Problem
Pictures excluded, return the lines below from the first through the line holding "Road topology of".

== Records for the task ==

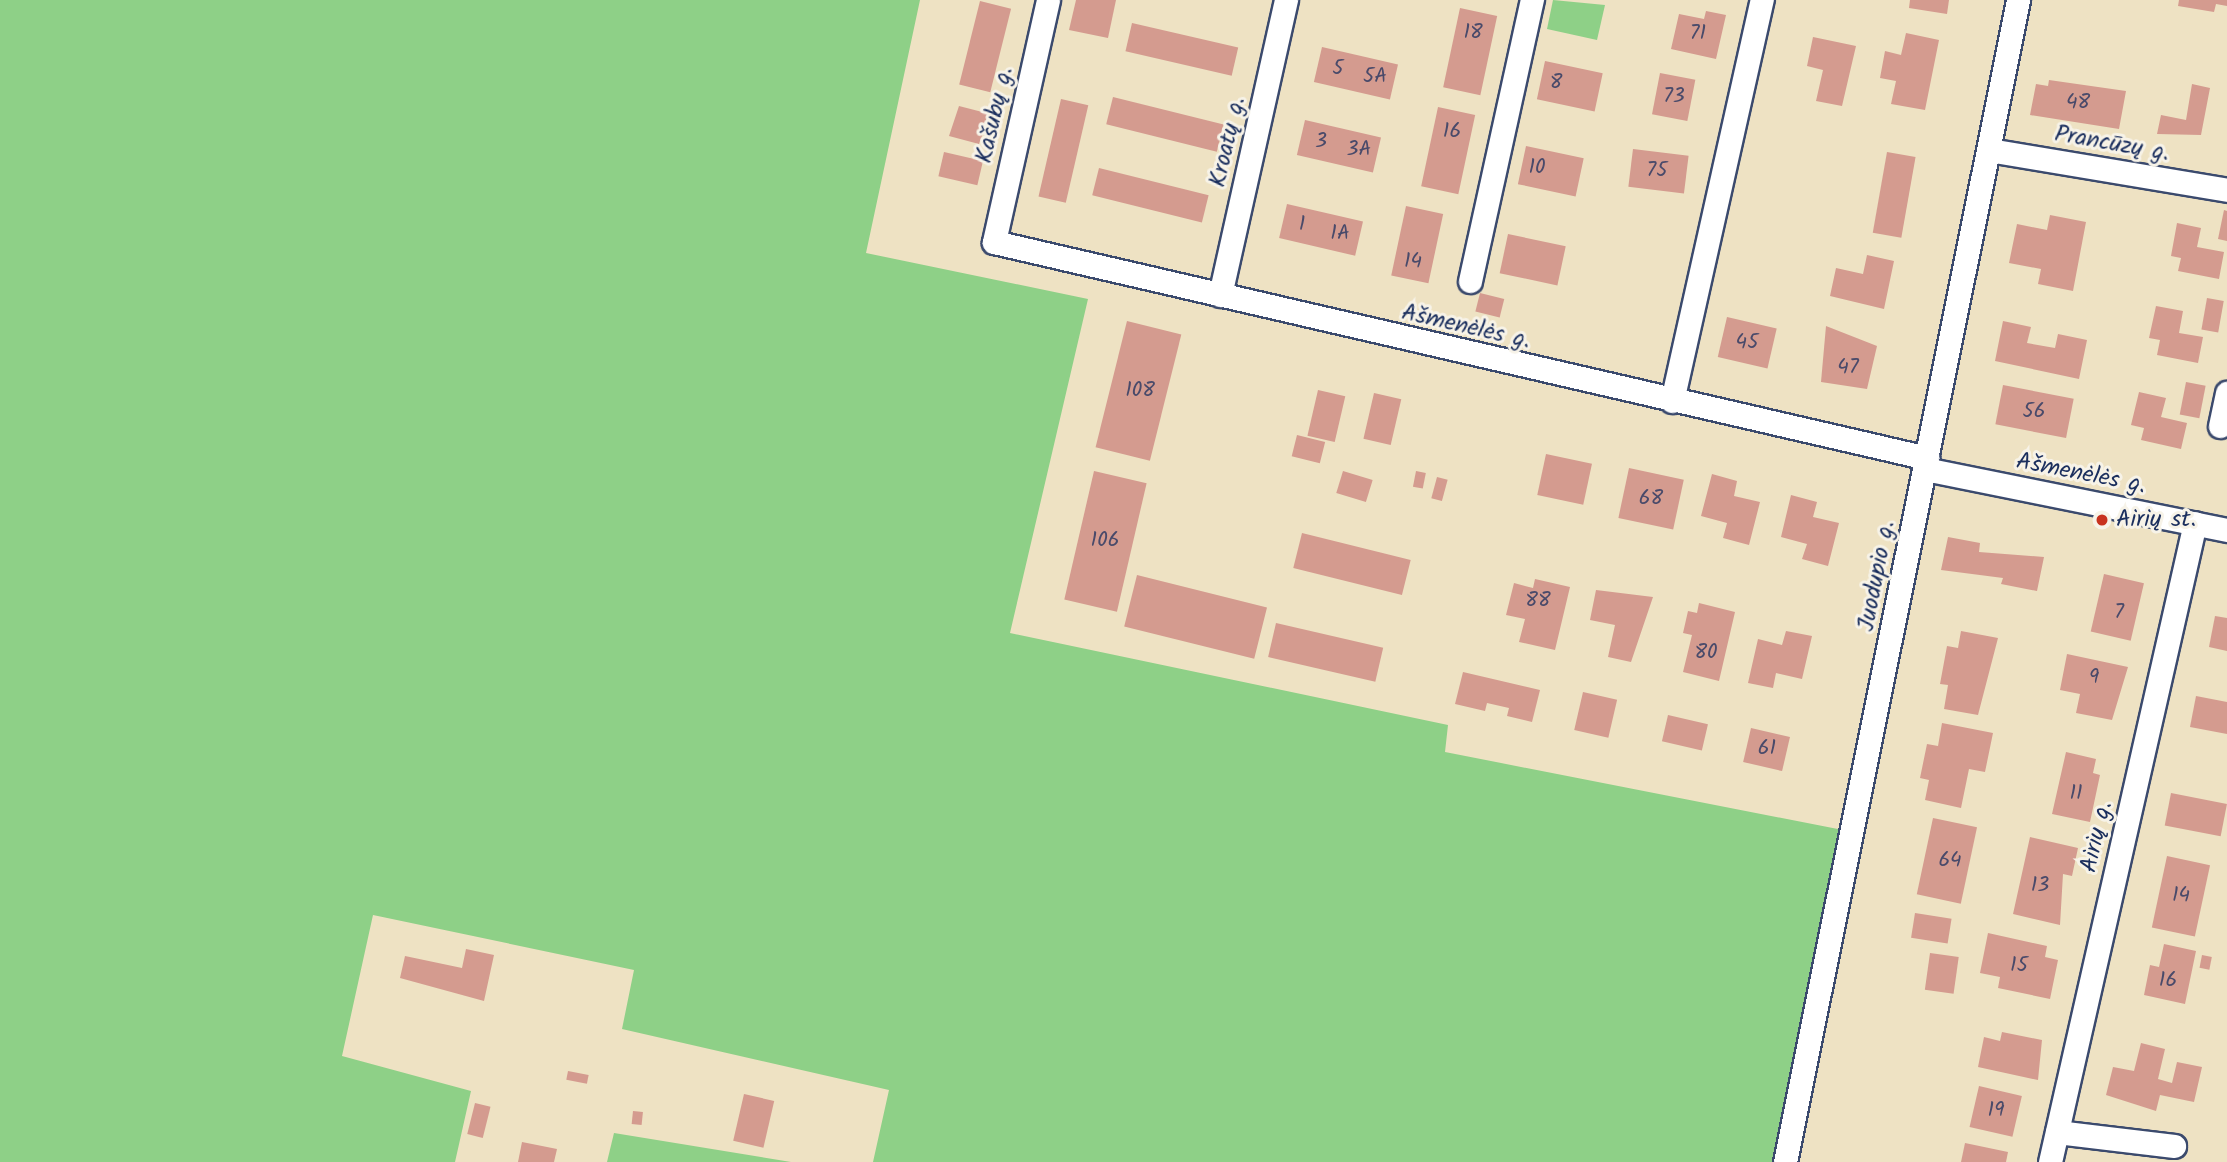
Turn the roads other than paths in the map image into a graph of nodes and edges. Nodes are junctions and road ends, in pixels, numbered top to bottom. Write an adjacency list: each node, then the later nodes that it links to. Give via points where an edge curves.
1 (1048, 0): 8 (street, Kašubų g.)
2 (1286, 0): 10 (street, Kroatų g.)
3 (1532, 0): 9 (street)
4 (1762, 0): 12 (street)
5 (2018, 0): 6 (street, Juodupio g.)
6 (1989, 150): 7 (street, Prancūzų g.); 14 (street, Juodupio g.)
7 (2227, 190)
8 (994, 242): 10 (street, Ašmenėlės g.)
9 (1470, 281)
10 (1220, 295): 12 (street, Ašmenėlės g.)
11 (2227, 393): 13 (street)
12 (1672, 401): 14 (street, Ašmenėlės g.)
13 (2220, 426)
14 (1926, 464): 15 (street, Ašmenėlės g.); 19 (street, Juodupio g.)
15 (2195, 523): 16 (street, Ašmenėlės g.); 17 (street, Airių g.)
16 (2227, 530)
17 (2057, 1132): 18 (street); 20 (street, Airių g.)
18 (2174, 1146)
19 (1785, 1162)
20 (2050, 1162)

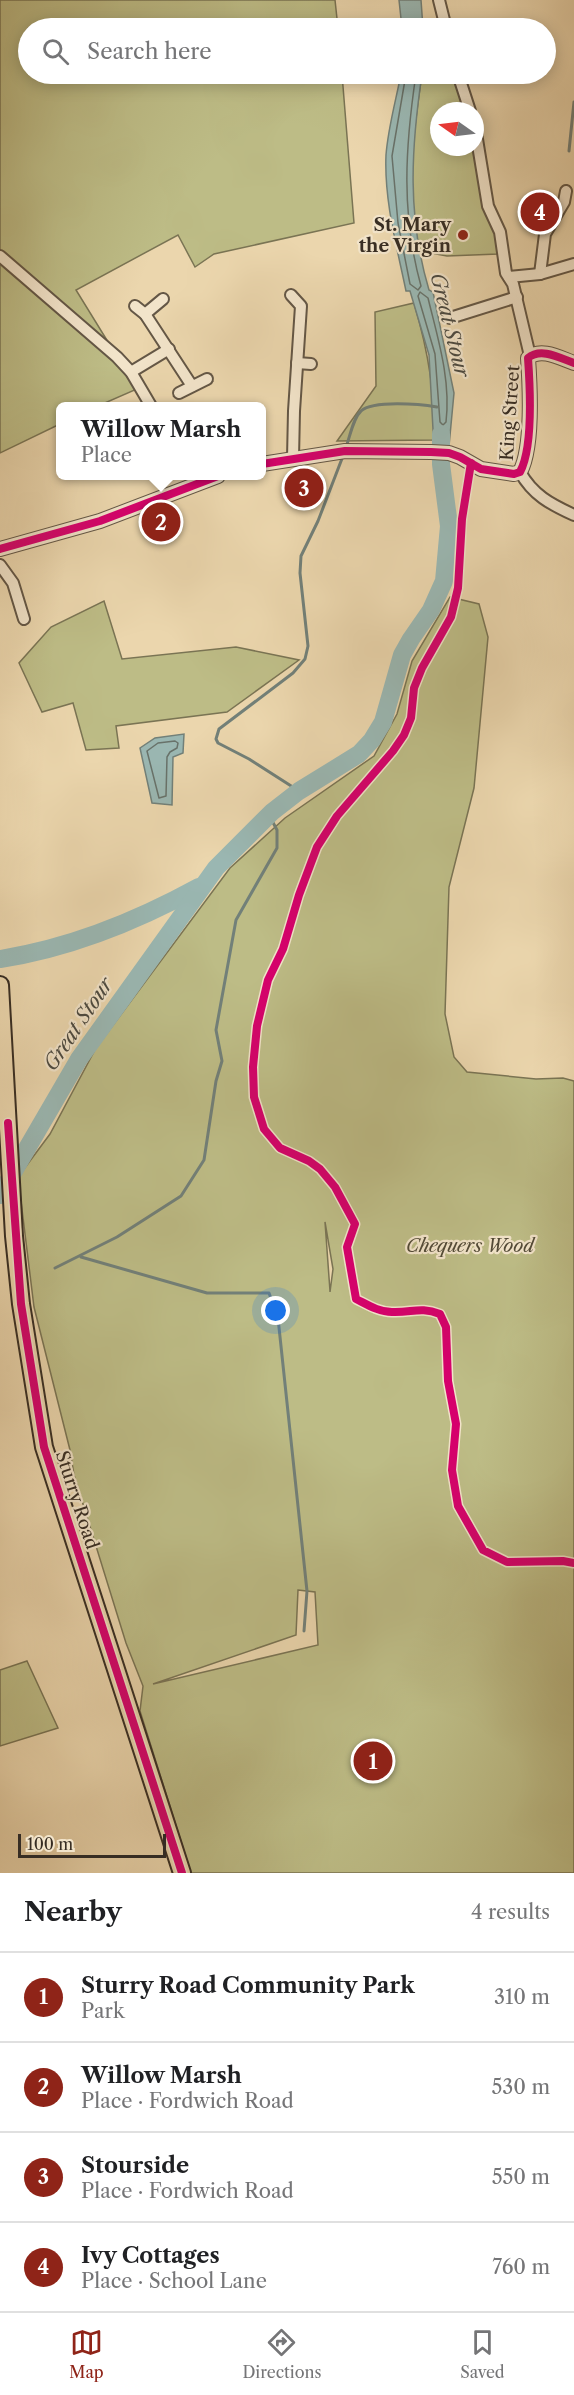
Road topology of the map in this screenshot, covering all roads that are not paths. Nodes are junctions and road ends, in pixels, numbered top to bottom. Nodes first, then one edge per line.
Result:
1 (439, 0) edge
2 (444, 18) edge
3 (461, 84) edge
4 (467, 102) edge
5 (480, 156) edge
6 (566, 191) dead end
7 (0, 256) edge
8 (574, 264) edge
9 (540, 274) junction
10 (508, 275) junction
11 (291, 294) dead end
12 (517, 297) junction
13 (163, 299) dead end
14 (135, 306) dead end
15 (145, 315) junction
16 (450, 318) dead end
17 (169, 349) junction
18 (530, 356) junction
19 (297, 363) junction
20 (574, 363) edge
21 (311, 364) dead end
22 (131, 372) junction
23 (207, 379) dead end
24 (192, 386) junction
25 (178, 393) dead end
26 (149, 402) edge
27 (293, 458) junction
28 (266, 463) edge
29 (520, 472) junction
30 (194, 480) edge
31 (574, 515) edge
32 (0, 549) edge
33 (1, 568) edge
34 (24, 619) dead end
35 (0, 986) edge
36 (182, 1873) edge

1 - 2 street
3 - 4 street
5 - 10 street, King Street
6 - 9 street
7 - 22 street
8 - 9 street
9 - 10 street
10 - 12 street, King Street
11 - 19 street
12 - 16 street
12 - 18 street, King Street
13 - 15 street
14 - 15 street
15 - 17 street
17 - 22 street
17 - 24 street
18 - 20 street
18 - 29 street, King Street
19 - 21 street
19 - 27 street
22 - 26 street
23 - 24 street
24 - 25 street
27 - 28 street
27 - 29 street
29 - 31 street
30 - 32 street
33 - 34 street
35 - 36 highway, Sturry Road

===

Answer to the exercise
Turn the roads other than paths in the map image into a graph of nodes and edges. Nodes are junctions and road ends, in pixels, numbered top to bottom. Write an adjacency list: each node, then the later nodes that it links to. Give via points where an edge curves.
1 (1048, 0): 8 (street, Kašubų g.)
2 (1286, 0): 10 (street, Kroatų g.)
3 (1532, 0): 9 (street)
4 (1762, 0): 12 (street)
5 (2018, 0): 6 (street, Juodupio g.)
6 (1989, 150): 7 (street, Prancūzų g.); 14 (street, Juodupio g.)
7 (2227, 190)
8 (994, 242): 10 (street, Ašmenėlės g.)
9 (1470, 281)
10 (1220, 295): 12 (street, Ašmenėlės g.)
11 (2227, 393): 13 (street)
12 (1672, 401): 14 (street, Ašmenėlės g.)
13 (2220, 426)
14 (1926, 464): 15 (street, Ašmenėlės g.); 19 (street, Juodupio g.)
15 (2195, 523): 16 (street, Ašmenėlės g.); 17 (street, Airių g.)
16 (2227, 530)
17 (2057, 1132): 18 (street); 20 (street, Airių g.)
18 (2174, 1146)
19 (1785, 1162)
20 (2050, 1162)

Road topology of the map in this screenshot, covering all roads that are not paths. Nodes are junctions and road ends, in pixels, numbered top to bottom. Nodes first, then one edge per line.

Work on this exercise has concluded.